On the issue of race, he was even more withholding, and admirably so. He understood that his very presence was enough to mark the monumentality of the moment. Words would be superfluous -- as introducer Dianne Feinstein was apparently unaware -- and he gave it very few.
This was surprising, given that the announced theme of the inaugural -- "a new birth of freedom" -- invited grandiose comparison to Lincoln. Yet in the inaugural address, Obama abandoned the conceit. He allowed that "a man whose father less than 60 years ago might not have been served at a local restaurant can now stand before you to take a most sacred oath." When he followed that with "So let us mark this day with remembrance of who we are and how far we have traveled," you were sure he would trace the journey back to Lincoln and the Second (post-Gettysburg) Republic or to King and the civil rights revolution.

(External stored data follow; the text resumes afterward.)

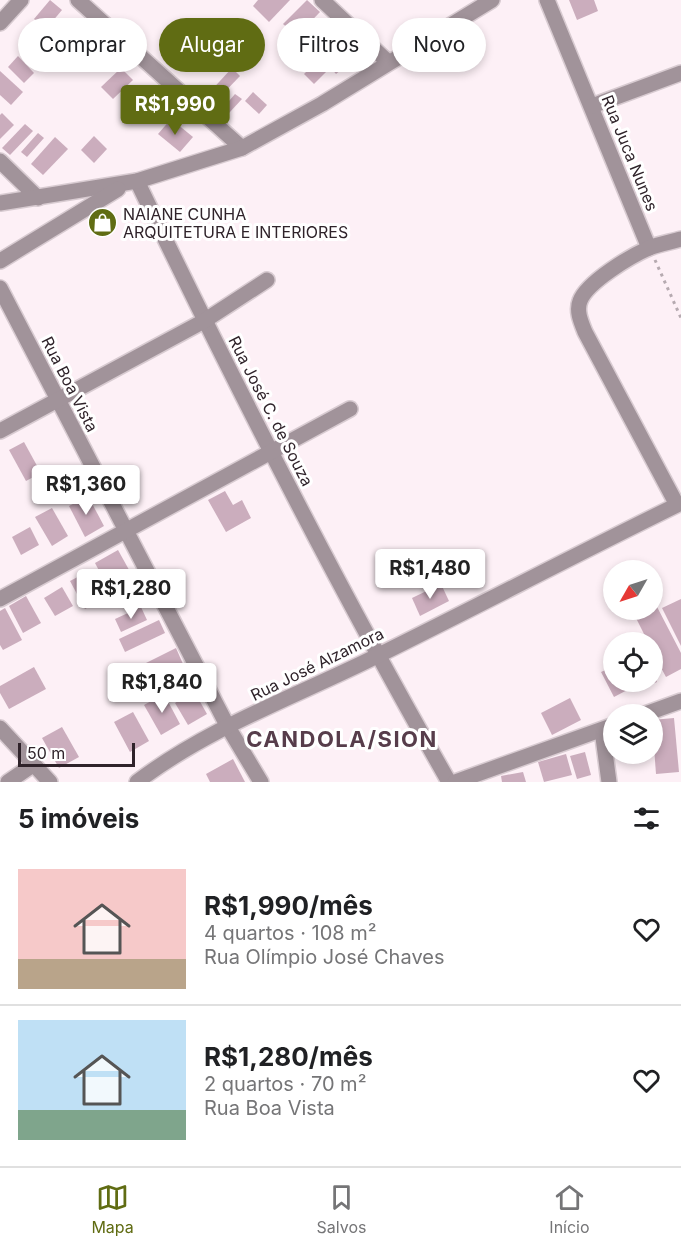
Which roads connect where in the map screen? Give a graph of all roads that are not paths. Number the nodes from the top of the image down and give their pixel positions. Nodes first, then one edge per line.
1 (21, 0) edge
2 (78, 0) edge
3 (322, 0) edge
4 (492, 0) edge
5 (547, 0) edge
6 (0, 23) edge
7 (388, 62) junction
8 (681, 73) edge
9 (592, 106) junction
10 (242, 148) junction
11 (0, 161) edge
12 (132, 182) junction
13 (38, 198) junction
14 (0, 202) edge
15 (681, 239) edge
16 (649, 248) junction
17 (0, 261) edge
18 (267, 280) dead end
19 (0, 288) edge
20 (204, 321) junction
21 (57, 399) junction
22 (350, 409) dead end
23 (0, 431) edge
24 (271, 452) junction
25 (126, 531) junction
26 (0, 599) edge
27 (377, 656) junction
28 (681, 701) edge
29 (663, 708) edge
30 (228, 727) junction
31 (0, 728) edge
32 (603, 730) edge
33 (34, 764) junction
34 (609, 764) edge
35 (8, 782) edge
36 (50, 782) edge
37 (137, 782) edge
38 (261, 782) edge
39 (449, 782) edge
40 (455, 782) edge
41 (609, 782) edge

1 - 6 street
2 - 10 street
3 - 7 street
4 - 7 street
5 - 9 street, Rua Juca Nunes
7 - 10 street
8 - 9 street
9 - 16 street, Rua Juca Nunes
10 - 12 street
11 - 13 street
12 - 13 street
12 - 17 street
12 - 20 street, Rua José C. de Souza
13 - 14 street
15 - 16 street
16 - 27 street, Rua José Alzamora
18 - 20 street
19 - 21 street, Rua Boa Vista
20 - 21 street
20 - 24 street, Rua José C. de Souza
21 - 23 street
21 - 25 street, Rua Boa Vista
22 - 24 street
24 - 25 street
24 - 27 street, Rua José C. de Souza
25 - 26 street
25 - 30 street, Rua Boa Vista
27 - 30 street, Rua José Alzamora
27 - 39 street, Rua José C. de Souza
28 - 29 street
30 - 37 street, Rua José Alzamora
30 - 38 street, Rua Boa Vista
31 - 33 street
32 - 40 street
33 - 35 street
33 - 36 street
34 - 41 street

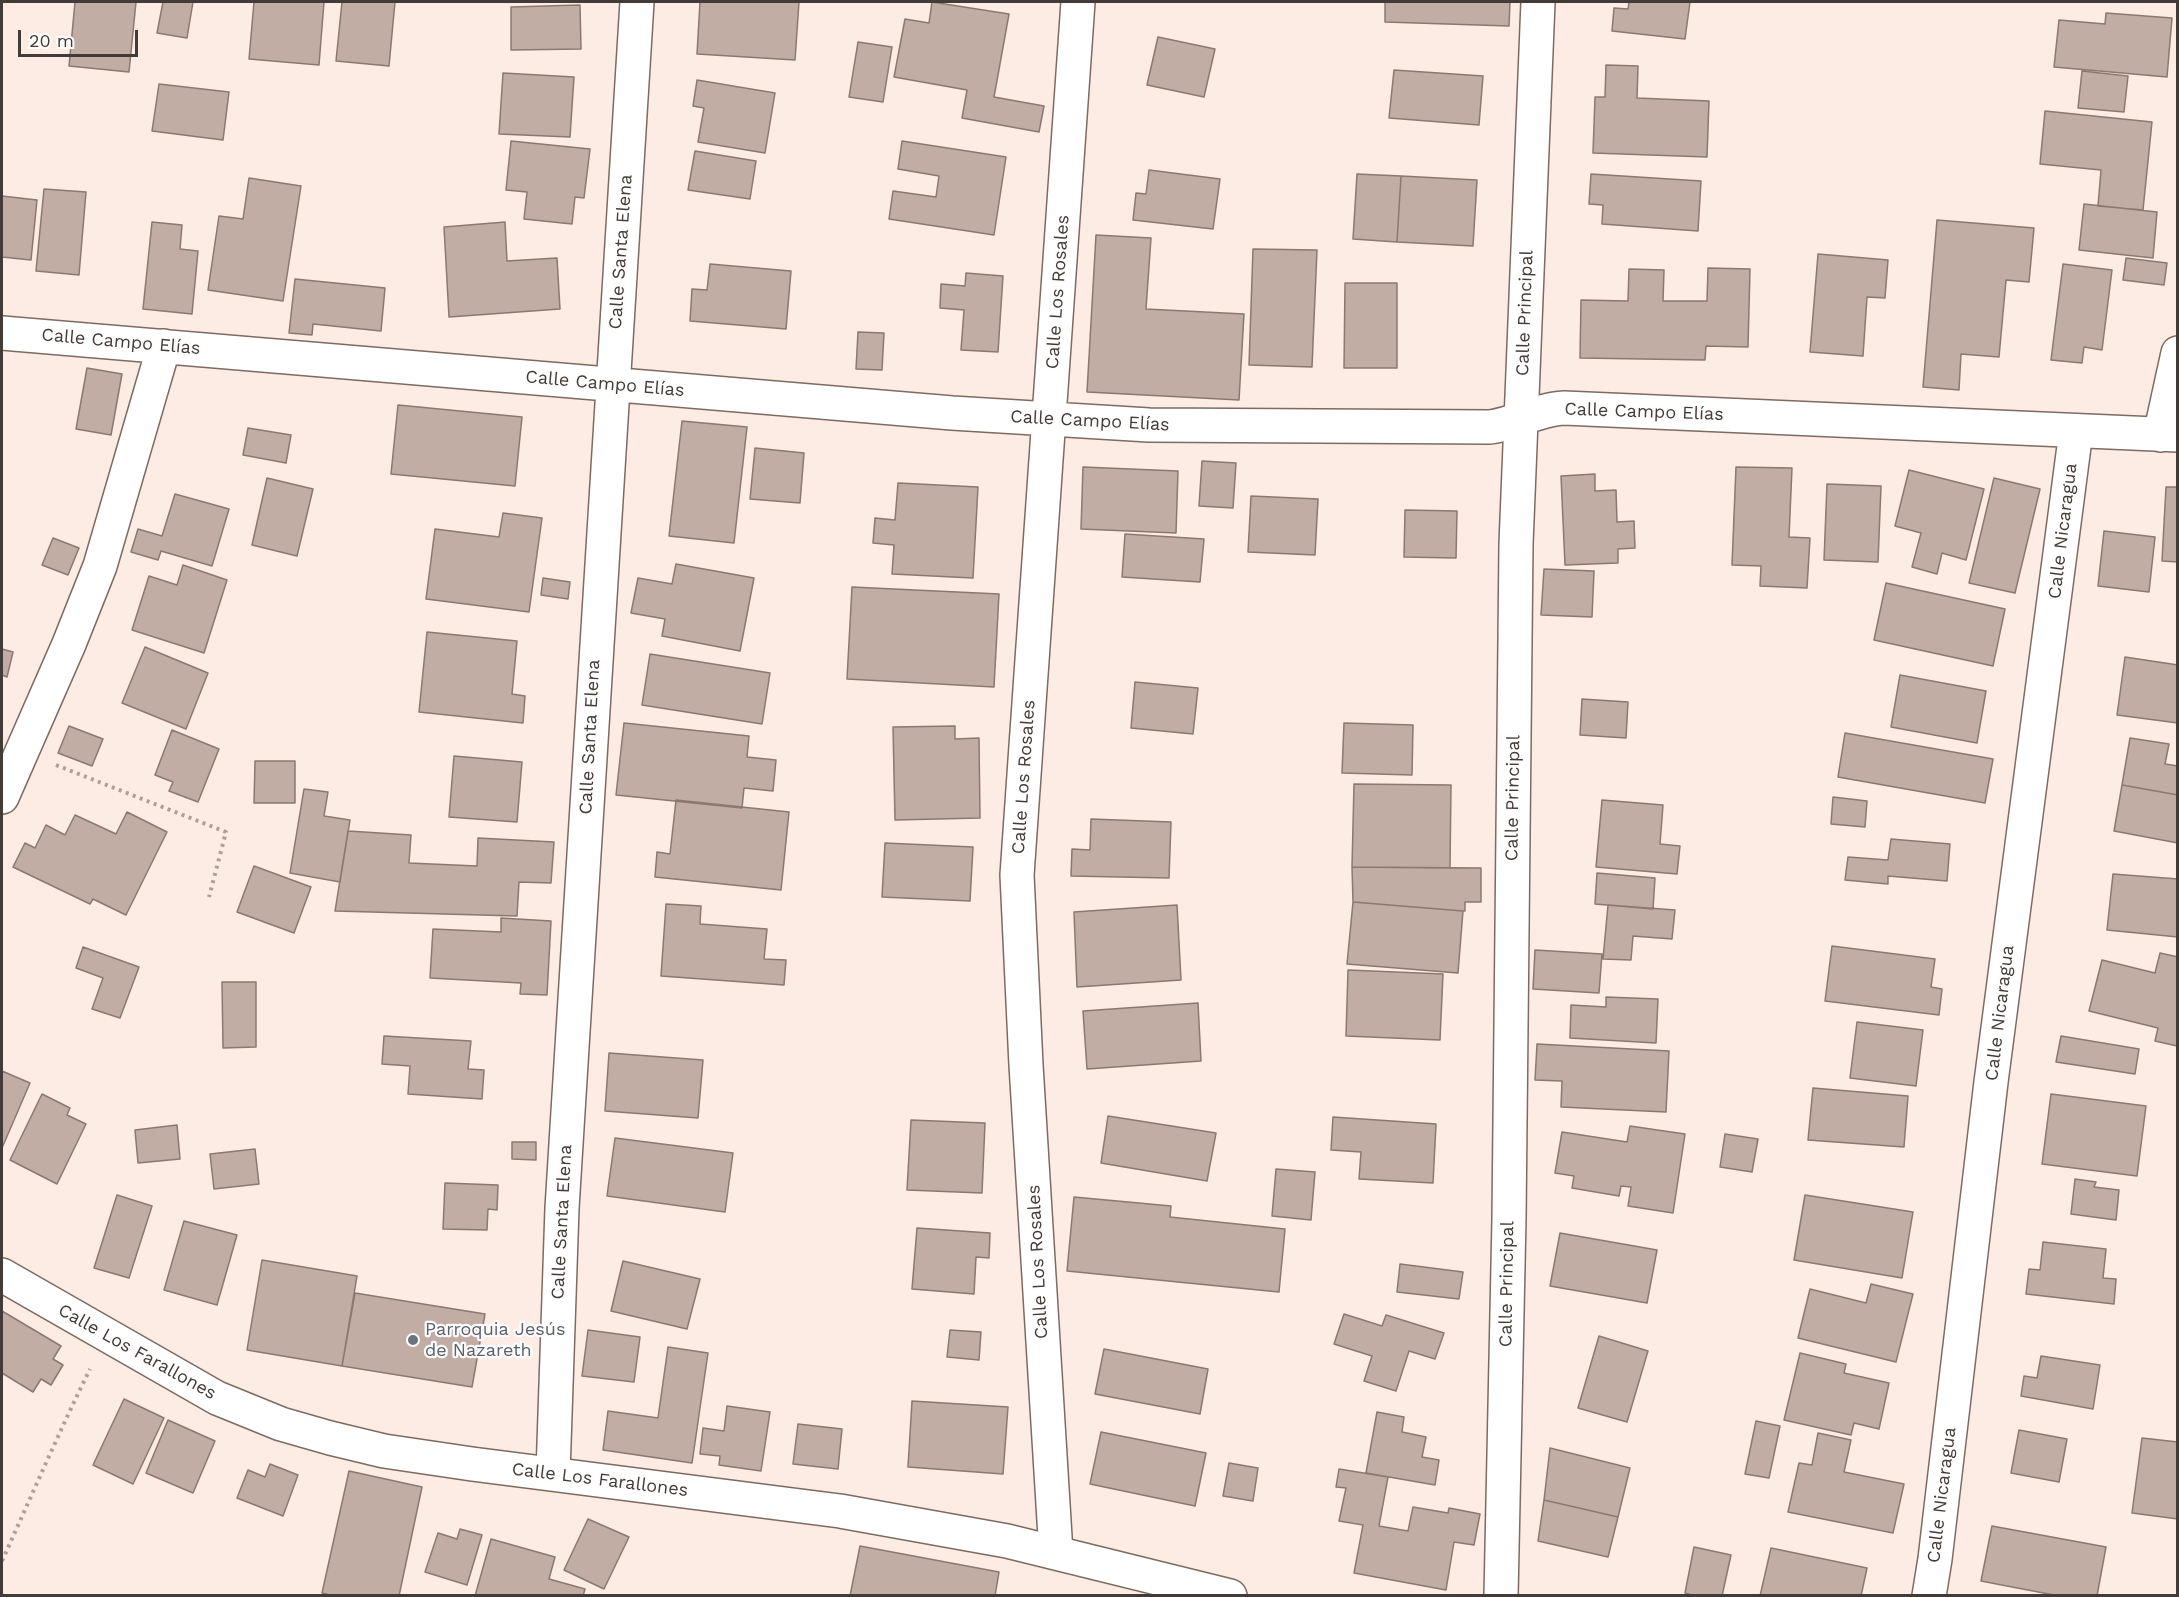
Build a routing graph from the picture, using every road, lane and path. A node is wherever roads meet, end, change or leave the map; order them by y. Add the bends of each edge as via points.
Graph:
1 (637, 2) edge
2 (1078, 2) edge
3 (1538, 2) edge
4 (2, 333) edge
5 (164, 346) junction
6 (2178, 353) edge
7 (612, 384) junction
8 (1049, 419) junction
9 (1521, 419) junction
10 (2076, 431) junction
11 (2169, 435) edge
12 (9, 775) edge
13 (209, 897) dead end
14 (2, 1275) edge
15 (106, 1336) junction
16 (553, 1473) junction
17 (1056, 1553) junction
18 (2, 1561) edge
19 (1230, 1596) edge
20 (1501, 1596) edge
21 (1929, 1596) edge

1 - 7 street, Calle Santa Elena
2 - 8 street, Calle Los Rosales
3 - 9 street, Calle Principal
4 - 5 street, Calle Campo Elías
5 - 7 street, Calle Campo Elías
5 - 12 street via 100,566
6 - 11 street
7 - 8 street, Calle Campo Elías
7 - 16 street, Calle Santa Elena via 563,1196
8 - 9 street, Calle Campo Elías via 1149,425 1490,427
8 - 17 street, Calle Los Rosales via 1017,874
9 - 10 street, Calle Campo Elías via 1564,408
9 - 20 street, Calle Principal
10 - 11 street, Calle Campo Elías
10 - 21 street, Calle Nicaragua
12 - 13 path via 226,832
14 - 15 street, Calle Los Farallones
15 - 16 street, Calle Los Farallones via 217,1398 281,1424 384,1451
15 - 18 path
16 - 17 street, Calle Los Farallones via 840,1511
17 - 19 street, Calle Los Farallones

But Obama didn't. Remarkably, he instead reached back -- over King and Lincoln -- to George Washington. He rooted the values he cherishes most (and wants us to renew) in the Founders, in the First Republic, the slave-tainted one (as our schoolchildren are incessantly reminded) that had to await Lincoln for its cleansing.
Obama's unapologetic celebration of Washington and the founders of the original imperfect union was a declaration of his own emancipation from -- or better, transcendence of -- the civil rights movement. The old warrior Joseph Lowery prayed for the day when "white will embrace what is right." Not Obama. By connecting himself in this historic address to Washington rather than Lincoln the liberator, Obama was legitimizing the full sweep of American history without annotation or mental reservation. If we ever have a post-racial future, this moment will mark its beginning.
Obama did this in prose, not his usual poetry. And he buried it in an otherwise undistinguished speech marred by a foreign-policy section featuring the mushy internationalism of his still-bizarre Berlin adventure.
Perhaps that was just a bone to appease the faithful he had otherwise left hungry. We have no way of knowing. A complicated man, this new president. Opaque, contradictory and subtle. And that's just day one.